> [Provided data]:
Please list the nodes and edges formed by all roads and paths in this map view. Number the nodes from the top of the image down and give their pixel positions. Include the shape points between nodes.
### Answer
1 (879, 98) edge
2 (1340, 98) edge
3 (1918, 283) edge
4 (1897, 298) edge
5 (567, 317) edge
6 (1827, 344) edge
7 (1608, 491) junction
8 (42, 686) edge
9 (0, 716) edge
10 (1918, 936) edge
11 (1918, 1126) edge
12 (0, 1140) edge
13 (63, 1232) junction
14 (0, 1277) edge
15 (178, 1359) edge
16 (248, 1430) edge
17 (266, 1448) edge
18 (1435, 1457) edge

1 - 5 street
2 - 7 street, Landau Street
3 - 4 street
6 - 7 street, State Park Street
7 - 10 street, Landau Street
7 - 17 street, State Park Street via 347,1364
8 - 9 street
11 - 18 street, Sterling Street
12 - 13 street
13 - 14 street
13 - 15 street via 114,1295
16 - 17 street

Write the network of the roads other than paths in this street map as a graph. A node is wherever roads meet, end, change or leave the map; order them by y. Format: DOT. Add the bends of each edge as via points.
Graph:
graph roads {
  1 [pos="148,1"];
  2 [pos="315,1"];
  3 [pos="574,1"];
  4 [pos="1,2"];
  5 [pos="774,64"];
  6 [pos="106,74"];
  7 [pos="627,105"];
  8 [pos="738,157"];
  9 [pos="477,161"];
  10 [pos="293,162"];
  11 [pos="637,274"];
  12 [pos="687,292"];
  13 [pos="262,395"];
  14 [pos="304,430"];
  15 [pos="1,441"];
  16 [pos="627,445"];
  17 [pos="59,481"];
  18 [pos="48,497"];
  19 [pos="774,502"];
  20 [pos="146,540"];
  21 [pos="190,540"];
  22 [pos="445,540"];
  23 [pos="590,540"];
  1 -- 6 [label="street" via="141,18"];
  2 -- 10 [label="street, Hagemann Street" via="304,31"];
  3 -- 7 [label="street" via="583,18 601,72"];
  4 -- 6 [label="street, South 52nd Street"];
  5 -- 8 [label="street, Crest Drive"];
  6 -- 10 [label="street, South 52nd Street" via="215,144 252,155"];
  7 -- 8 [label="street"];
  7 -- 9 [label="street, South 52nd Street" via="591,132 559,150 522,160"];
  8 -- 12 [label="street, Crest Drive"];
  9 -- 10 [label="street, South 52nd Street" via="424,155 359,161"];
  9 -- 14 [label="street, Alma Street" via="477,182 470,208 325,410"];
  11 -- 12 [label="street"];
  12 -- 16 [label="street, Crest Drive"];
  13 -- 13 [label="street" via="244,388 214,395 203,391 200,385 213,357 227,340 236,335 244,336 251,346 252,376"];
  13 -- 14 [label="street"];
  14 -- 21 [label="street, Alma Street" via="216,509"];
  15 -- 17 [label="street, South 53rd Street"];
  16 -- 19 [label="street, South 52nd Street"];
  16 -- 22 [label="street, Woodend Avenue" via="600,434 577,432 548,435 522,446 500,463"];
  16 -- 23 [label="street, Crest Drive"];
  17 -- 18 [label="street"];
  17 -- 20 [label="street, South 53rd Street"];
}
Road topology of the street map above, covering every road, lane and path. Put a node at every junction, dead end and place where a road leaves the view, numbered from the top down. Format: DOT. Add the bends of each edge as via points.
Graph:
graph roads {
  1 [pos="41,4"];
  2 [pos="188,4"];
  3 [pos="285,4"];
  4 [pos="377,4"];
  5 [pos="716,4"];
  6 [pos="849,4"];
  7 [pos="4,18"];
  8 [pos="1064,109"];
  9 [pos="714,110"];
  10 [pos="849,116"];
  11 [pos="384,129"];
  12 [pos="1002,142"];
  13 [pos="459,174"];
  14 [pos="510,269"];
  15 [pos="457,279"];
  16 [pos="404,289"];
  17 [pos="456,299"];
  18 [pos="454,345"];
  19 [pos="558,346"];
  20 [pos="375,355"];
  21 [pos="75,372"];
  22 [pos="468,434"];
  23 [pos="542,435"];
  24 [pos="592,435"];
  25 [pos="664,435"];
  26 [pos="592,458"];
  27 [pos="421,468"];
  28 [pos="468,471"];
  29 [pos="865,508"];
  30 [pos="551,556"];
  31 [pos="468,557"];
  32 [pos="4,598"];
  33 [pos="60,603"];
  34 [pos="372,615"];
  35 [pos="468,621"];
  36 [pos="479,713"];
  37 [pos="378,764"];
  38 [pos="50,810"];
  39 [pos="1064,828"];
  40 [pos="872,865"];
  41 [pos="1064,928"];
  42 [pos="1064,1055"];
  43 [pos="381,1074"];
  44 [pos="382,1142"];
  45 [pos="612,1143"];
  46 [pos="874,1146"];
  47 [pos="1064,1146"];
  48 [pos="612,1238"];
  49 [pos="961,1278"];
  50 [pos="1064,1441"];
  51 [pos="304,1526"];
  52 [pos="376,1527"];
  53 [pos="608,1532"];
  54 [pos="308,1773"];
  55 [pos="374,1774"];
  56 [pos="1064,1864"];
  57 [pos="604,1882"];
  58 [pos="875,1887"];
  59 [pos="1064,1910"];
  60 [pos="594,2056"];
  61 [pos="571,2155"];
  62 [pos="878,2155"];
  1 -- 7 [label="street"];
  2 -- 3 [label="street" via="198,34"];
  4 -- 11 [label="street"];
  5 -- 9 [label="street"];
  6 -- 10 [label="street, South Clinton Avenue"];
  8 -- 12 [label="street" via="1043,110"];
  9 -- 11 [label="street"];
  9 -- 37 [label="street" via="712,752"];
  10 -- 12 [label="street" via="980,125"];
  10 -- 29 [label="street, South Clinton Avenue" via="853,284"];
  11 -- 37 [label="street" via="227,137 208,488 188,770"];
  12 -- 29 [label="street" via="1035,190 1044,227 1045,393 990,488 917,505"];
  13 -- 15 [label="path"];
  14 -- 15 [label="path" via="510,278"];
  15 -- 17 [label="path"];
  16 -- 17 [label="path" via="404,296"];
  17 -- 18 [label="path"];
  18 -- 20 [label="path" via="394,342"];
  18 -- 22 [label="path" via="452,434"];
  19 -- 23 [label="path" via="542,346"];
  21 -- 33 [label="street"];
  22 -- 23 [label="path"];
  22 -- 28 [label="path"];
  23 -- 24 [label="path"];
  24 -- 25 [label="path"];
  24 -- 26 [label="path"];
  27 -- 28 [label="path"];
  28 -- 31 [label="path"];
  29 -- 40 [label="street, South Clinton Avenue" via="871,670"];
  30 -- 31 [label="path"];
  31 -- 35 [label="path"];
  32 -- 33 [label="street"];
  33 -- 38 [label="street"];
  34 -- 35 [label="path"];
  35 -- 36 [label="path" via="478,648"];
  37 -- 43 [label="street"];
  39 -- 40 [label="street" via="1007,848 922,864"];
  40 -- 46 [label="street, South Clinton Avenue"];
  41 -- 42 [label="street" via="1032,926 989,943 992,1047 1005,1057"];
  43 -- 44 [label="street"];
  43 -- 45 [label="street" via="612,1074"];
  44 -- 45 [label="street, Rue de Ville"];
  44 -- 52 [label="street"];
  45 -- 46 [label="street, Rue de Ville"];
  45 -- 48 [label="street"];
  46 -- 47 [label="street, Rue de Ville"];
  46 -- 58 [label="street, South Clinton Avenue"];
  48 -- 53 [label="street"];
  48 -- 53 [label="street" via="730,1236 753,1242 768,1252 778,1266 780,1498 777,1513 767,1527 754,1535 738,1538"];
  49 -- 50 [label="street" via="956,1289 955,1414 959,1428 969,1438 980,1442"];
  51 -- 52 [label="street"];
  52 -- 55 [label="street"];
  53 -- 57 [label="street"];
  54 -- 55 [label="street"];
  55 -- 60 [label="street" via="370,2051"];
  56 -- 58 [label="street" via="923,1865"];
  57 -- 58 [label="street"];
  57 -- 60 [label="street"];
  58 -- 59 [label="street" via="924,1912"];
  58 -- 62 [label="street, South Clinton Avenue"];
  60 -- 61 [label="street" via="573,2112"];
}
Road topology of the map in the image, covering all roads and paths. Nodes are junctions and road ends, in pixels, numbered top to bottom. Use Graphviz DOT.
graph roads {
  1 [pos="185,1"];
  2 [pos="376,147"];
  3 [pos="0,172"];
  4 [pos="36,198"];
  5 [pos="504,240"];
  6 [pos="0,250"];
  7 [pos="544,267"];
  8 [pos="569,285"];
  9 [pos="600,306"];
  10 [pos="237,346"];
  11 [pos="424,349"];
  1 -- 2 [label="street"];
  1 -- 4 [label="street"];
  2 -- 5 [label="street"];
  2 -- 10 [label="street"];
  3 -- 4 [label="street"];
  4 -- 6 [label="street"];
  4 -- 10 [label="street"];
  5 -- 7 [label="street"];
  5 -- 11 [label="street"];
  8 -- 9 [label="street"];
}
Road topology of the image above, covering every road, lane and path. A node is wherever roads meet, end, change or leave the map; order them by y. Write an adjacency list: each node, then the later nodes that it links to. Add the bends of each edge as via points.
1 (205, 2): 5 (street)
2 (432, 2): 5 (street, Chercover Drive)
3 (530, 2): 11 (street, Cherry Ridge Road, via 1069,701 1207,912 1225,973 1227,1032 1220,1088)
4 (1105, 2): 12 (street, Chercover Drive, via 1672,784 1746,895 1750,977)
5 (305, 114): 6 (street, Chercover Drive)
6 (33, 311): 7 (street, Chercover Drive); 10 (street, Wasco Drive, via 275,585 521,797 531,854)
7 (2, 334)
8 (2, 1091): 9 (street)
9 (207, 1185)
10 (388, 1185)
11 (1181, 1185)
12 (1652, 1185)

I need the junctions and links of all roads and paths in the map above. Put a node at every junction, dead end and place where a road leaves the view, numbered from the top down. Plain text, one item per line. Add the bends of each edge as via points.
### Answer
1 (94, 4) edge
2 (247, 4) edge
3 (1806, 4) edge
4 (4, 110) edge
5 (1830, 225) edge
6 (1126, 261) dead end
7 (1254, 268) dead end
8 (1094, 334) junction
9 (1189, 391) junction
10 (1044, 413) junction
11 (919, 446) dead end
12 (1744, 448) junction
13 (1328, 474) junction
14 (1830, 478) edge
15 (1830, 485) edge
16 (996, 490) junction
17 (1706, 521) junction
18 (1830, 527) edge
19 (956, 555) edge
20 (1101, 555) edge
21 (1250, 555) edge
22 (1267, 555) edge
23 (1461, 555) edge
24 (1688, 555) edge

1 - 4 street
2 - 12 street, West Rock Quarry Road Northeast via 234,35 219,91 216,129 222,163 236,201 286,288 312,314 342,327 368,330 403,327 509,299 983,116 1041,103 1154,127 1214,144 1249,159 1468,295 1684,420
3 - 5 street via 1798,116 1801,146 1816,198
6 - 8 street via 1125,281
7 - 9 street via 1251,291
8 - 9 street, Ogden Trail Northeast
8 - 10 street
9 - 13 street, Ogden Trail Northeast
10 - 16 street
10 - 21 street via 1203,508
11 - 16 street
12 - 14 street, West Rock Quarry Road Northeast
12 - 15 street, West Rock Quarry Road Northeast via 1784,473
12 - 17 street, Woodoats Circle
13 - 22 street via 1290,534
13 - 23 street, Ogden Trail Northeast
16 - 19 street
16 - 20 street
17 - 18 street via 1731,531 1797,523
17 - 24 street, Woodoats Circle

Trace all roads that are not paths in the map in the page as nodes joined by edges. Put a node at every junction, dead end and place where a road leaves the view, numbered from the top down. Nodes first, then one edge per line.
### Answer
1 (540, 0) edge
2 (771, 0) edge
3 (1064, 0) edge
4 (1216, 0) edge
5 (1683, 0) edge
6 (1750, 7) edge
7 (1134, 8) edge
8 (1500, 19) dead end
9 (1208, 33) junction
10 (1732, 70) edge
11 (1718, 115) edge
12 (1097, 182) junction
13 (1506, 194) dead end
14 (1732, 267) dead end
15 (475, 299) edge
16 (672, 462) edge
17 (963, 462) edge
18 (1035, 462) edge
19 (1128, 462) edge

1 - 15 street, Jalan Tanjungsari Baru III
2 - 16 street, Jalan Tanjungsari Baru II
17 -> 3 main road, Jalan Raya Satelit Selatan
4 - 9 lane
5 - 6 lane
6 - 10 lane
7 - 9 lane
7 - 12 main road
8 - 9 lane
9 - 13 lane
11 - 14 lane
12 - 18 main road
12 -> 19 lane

> [Work instruction]: Please reproduce exactly the lines above, beginning with the first and ending with the line that contains "Write the network", and include nothing outside that range.

> [Task solution]:
Please list the nodes and edges formed by all roads and paths in this map view. Number the nodes from the top of the image down and give their pixel positions. Include the shape points between nodes.
### Answer
1 (879, 98) edge
2 (1340, 98) edge
3 (1918, 283) edge
4 (1897, 298) edge
5 (567, 317) edge
6 (1827, 344) edge
7 (1608, 491) junction
8 (42, 686) edge
9 (0, 716) edge
10 (1918, 936) edge
11 (1918, 1126) edge
12 (0, 1140) edge
13 (63, 1232) junction
14 (0, 1277) edge
15 (178, 1359) edge
16 (248, 1430) edge
17 (266, 1448) edge
18 (1435, 1457) edge

1 - 5 street
2 - 7 street, Landau Street
3 - 4 street
6 - 7 street, State Park Street
7 - 10 street, Landau Street
7 - 17 street, State Park Street via 347,1364
8 - 9 street
11 - 18 street, Sterling Street
12 - 13 street
13 - 14 street
13 - 15 street via 114,1295
16 - 17 street

Write the network of the roads other than paths in this street map as a graph. A node is wherever roads meet, end, change or leave the map; order them by y. Format: DOT. Add the bends of each edge as via points.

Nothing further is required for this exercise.